To build, manage, and get the most out of teams, leaders need to find balance in how they communicate with the team and how they operate personally and this starts with language. The pronouns used signal a manager’s attitude and approach go a long way to building great teams. This is not to say that leaders should never use “I” or should always avoid the “me.” Startup founders, departmental managers, CEOs and anyone else with direct responsibility for an organization large or small have certain traits in common. Necessary to a management role is a strong and healthy regard for one’s self and a (hopefully) benevolent egocentrism that drives ambition and fuels leadership. A large part of the success a great manager fuels is built around their own personal drive and desire for glory. But that drive, that ambition can not exist in a vacuum; without meaningful accomplishments, personal glory can never be achieved, and without the impulse to achieve, very little can be accomplished.
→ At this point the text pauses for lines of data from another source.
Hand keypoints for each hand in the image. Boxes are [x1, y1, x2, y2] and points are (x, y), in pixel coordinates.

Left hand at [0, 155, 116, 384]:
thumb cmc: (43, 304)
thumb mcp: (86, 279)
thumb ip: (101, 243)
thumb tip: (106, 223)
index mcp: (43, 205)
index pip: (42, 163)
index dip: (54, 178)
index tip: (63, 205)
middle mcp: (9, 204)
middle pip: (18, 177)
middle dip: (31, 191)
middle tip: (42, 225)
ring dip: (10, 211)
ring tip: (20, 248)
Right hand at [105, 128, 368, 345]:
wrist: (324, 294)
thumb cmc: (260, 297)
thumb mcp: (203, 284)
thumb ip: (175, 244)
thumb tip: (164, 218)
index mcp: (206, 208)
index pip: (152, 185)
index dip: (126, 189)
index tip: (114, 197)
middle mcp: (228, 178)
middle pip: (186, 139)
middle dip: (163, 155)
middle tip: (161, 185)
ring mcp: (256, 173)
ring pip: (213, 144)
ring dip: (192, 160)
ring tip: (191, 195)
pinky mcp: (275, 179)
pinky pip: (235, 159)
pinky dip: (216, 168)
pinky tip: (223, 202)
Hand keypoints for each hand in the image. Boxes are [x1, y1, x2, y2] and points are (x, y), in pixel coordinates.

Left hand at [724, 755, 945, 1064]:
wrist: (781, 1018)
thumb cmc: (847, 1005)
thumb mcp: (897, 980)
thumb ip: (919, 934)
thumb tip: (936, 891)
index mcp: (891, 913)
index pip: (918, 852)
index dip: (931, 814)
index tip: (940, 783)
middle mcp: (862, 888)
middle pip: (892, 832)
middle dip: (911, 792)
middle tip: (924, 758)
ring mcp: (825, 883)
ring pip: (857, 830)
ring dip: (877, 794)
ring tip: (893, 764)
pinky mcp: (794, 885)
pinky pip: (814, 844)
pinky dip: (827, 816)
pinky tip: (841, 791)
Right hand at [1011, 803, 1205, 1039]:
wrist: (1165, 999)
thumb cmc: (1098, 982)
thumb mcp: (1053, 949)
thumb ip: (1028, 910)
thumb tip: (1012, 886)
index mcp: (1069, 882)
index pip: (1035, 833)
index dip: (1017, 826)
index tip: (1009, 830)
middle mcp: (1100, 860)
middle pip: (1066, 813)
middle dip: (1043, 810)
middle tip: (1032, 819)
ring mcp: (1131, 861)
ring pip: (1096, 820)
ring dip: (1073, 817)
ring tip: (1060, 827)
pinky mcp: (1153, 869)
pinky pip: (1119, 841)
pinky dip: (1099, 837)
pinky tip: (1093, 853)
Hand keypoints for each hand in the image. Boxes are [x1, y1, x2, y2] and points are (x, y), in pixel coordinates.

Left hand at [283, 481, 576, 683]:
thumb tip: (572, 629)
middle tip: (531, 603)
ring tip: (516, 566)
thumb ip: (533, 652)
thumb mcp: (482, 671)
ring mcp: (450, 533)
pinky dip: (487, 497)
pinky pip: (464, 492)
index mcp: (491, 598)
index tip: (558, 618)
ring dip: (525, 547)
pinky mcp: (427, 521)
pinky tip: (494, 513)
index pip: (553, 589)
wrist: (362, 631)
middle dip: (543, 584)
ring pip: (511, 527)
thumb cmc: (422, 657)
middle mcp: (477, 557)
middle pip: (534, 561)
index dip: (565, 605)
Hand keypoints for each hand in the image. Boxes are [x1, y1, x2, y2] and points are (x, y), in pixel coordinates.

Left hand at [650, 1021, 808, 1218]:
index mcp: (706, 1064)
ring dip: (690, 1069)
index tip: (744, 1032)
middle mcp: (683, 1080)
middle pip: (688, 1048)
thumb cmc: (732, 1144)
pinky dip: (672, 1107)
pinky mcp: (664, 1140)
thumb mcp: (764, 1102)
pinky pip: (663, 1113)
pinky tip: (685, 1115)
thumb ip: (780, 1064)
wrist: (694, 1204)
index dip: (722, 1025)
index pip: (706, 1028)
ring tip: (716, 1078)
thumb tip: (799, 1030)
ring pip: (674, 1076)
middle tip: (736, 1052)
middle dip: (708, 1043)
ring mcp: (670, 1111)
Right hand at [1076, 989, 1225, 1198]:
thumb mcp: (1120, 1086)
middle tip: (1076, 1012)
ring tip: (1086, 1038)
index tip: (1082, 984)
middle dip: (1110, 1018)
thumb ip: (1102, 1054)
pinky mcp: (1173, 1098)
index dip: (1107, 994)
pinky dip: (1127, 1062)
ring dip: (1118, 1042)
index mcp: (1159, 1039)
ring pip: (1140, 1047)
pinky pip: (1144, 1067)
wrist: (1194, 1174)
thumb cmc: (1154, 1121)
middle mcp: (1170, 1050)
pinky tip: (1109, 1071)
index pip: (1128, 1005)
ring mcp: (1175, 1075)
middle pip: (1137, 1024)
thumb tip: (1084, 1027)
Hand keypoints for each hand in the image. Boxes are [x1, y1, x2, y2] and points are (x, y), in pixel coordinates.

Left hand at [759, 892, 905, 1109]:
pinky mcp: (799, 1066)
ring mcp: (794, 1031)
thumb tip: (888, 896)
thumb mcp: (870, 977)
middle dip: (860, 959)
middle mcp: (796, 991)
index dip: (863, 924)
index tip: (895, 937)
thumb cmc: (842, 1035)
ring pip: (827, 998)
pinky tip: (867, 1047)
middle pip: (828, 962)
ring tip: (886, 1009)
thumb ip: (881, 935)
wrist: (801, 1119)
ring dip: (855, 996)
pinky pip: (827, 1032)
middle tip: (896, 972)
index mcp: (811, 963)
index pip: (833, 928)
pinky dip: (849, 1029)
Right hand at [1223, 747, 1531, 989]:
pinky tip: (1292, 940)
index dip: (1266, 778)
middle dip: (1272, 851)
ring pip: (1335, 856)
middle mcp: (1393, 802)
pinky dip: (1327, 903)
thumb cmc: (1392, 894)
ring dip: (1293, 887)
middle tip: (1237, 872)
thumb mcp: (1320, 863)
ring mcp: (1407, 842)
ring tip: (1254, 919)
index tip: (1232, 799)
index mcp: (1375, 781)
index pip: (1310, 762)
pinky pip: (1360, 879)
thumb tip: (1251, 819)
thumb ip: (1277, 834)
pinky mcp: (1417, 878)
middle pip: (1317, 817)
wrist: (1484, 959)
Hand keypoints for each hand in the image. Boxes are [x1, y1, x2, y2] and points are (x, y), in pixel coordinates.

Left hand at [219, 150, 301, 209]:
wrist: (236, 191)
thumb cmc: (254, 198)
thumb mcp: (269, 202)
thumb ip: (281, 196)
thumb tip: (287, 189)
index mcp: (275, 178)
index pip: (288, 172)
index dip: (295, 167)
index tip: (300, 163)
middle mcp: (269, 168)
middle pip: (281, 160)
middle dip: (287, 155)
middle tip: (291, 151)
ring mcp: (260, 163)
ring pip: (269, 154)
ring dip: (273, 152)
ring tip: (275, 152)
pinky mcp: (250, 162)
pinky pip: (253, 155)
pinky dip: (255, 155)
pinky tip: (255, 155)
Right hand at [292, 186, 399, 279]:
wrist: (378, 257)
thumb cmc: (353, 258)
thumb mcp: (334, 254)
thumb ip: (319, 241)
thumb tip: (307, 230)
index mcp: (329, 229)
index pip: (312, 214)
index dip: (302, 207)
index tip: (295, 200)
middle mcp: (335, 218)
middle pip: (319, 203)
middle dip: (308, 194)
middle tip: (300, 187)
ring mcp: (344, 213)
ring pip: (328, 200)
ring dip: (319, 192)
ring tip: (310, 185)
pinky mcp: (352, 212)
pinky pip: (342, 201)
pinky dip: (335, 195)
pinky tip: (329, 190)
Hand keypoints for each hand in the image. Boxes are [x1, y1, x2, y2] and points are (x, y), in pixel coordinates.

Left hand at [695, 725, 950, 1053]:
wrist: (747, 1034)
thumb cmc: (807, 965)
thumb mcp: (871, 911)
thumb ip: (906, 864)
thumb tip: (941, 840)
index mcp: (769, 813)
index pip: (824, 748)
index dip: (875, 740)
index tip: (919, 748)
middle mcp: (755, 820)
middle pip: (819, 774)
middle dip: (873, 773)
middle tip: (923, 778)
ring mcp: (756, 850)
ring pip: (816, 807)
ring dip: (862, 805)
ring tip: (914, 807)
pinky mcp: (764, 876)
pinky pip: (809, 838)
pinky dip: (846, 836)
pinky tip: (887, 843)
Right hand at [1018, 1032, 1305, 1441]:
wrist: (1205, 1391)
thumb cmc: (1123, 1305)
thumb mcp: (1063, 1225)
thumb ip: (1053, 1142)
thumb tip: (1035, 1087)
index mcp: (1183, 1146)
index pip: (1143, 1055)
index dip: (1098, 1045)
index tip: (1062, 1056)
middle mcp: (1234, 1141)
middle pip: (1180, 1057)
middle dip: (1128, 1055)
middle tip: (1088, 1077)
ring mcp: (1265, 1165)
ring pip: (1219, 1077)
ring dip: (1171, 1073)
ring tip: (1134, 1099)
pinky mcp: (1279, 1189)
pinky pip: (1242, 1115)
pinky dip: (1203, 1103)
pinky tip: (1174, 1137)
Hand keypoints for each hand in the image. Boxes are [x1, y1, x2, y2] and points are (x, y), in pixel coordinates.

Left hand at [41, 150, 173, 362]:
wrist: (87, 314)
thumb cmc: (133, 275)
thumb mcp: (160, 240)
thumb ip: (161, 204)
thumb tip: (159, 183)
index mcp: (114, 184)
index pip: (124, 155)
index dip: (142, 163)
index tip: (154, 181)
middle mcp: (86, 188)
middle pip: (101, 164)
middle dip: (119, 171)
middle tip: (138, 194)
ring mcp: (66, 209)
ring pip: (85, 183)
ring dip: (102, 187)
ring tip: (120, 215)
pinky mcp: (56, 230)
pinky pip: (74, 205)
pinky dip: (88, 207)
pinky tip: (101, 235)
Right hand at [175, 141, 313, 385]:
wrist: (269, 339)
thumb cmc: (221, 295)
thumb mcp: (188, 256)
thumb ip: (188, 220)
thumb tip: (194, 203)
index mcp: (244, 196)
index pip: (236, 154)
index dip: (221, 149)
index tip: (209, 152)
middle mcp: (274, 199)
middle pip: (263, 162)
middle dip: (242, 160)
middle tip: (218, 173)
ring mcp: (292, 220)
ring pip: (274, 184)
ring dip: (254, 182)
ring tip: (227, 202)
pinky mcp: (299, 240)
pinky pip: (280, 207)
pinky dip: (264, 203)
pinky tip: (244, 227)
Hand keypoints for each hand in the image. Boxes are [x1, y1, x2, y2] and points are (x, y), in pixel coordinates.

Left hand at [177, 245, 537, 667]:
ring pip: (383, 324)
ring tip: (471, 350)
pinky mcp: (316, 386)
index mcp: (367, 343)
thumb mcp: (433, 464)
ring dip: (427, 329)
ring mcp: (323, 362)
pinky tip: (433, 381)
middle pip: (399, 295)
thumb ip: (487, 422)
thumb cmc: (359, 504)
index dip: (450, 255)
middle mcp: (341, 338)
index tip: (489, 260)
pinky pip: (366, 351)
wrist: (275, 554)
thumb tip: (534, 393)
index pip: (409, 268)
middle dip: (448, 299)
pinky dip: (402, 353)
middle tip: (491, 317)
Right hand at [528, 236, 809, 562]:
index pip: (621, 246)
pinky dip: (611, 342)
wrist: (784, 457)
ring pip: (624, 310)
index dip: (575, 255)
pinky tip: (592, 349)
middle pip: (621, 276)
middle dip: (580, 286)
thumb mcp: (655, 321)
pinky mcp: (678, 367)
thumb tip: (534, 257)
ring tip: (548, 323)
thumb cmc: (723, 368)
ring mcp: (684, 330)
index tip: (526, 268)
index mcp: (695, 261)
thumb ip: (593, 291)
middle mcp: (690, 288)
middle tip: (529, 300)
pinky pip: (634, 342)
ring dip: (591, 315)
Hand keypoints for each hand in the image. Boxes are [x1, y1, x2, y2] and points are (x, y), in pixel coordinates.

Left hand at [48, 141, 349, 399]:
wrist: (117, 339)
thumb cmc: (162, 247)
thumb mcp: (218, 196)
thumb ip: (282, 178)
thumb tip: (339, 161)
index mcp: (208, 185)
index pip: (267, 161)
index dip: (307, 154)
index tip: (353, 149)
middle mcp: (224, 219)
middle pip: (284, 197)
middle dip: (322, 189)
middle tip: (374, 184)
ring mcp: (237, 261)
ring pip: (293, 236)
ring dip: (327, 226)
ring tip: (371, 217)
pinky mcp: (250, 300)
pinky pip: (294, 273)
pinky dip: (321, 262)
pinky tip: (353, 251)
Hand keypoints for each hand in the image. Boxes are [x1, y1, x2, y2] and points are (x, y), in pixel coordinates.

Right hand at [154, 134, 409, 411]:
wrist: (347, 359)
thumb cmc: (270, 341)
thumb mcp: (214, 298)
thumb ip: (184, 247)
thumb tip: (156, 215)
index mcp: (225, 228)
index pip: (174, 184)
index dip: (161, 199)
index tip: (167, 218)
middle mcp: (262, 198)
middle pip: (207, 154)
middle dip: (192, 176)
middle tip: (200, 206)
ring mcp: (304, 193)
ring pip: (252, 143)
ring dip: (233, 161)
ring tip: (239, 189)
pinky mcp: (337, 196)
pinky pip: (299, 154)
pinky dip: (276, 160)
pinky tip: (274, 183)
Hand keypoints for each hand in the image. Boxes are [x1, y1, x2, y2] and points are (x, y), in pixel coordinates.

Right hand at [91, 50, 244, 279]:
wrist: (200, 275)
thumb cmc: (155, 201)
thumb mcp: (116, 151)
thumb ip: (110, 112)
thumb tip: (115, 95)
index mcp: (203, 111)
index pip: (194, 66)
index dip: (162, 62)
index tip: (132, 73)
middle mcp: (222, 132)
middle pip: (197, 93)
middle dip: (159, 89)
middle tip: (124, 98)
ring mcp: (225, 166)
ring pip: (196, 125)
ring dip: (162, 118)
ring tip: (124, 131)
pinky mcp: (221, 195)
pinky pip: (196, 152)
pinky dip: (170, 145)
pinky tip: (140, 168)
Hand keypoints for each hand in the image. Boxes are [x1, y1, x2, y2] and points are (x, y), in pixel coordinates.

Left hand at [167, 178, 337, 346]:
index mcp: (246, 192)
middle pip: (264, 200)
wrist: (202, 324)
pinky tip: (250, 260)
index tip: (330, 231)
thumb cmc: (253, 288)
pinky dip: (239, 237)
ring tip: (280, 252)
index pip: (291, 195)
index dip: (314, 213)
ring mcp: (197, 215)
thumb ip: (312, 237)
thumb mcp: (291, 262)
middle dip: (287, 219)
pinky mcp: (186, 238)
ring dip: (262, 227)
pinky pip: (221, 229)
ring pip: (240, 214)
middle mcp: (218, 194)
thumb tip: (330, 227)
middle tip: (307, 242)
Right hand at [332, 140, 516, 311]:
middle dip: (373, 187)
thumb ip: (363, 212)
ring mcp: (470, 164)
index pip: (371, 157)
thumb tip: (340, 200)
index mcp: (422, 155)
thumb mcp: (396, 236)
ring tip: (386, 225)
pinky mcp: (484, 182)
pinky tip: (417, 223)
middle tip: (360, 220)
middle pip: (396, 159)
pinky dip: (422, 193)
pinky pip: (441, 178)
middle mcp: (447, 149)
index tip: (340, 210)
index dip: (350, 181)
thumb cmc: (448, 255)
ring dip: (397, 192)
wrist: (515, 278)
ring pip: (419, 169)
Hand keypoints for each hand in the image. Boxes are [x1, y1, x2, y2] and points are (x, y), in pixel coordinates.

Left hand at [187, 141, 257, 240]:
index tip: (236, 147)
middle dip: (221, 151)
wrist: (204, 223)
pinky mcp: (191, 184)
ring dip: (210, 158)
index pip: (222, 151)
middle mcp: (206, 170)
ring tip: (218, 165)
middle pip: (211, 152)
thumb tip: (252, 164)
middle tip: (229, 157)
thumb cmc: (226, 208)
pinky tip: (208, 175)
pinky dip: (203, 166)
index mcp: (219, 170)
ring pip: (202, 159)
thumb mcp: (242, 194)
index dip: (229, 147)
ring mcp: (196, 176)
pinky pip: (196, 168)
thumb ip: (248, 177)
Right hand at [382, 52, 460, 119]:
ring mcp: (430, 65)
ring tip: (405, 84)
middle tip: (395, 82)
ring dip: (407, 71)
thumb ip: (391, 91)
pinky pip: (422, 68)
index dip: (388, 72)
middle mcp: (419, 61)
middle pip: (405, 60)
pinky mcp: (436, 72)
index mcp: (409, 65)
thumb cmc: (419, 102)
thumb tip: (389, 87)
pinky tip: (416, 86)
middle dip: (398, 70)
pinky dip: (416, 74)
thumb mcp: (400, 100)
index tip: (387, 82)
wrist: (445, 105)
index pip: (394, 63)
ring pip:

Equally important for managers  is the pronoun “you.” Strong managers understand the importance of delegation, and shared responsibility and it all begins with “you.” Training, mentoring, assigning tasks are the role of a leader and the better one is at this part of management, the greater the productivity achieved, the better the outcomes, and the stronger the bond. This is the basis of mentorship and any successful protege will tell you that it is the guidance they received coupled with the responsibility they were given that led to that success.

“We” is the team. This can be as small as two individuals (Me and You) or as large as an entire enterprise. We signifies a shared mission, participation, and cooperation. The concept of “we” is critical to the success of any enterprise consisting of more than one person, and the best managers understand how the word “we” can act as a powerful motivator. When the entire team shares a mission, and works together to achieve common goals, the sum will always be greater than the individual parts.

Finally, great leaders understand the magic of “Us” and how it transcends “we.” Us represents all stakeholders in an organization: managers, workers, suppliers, investors, and customers. To be successful with us requires a manager to cultivate a sense of collective purpose, and to define and understand the common good that can be achieved for everyone that touches an enterprise, large or small.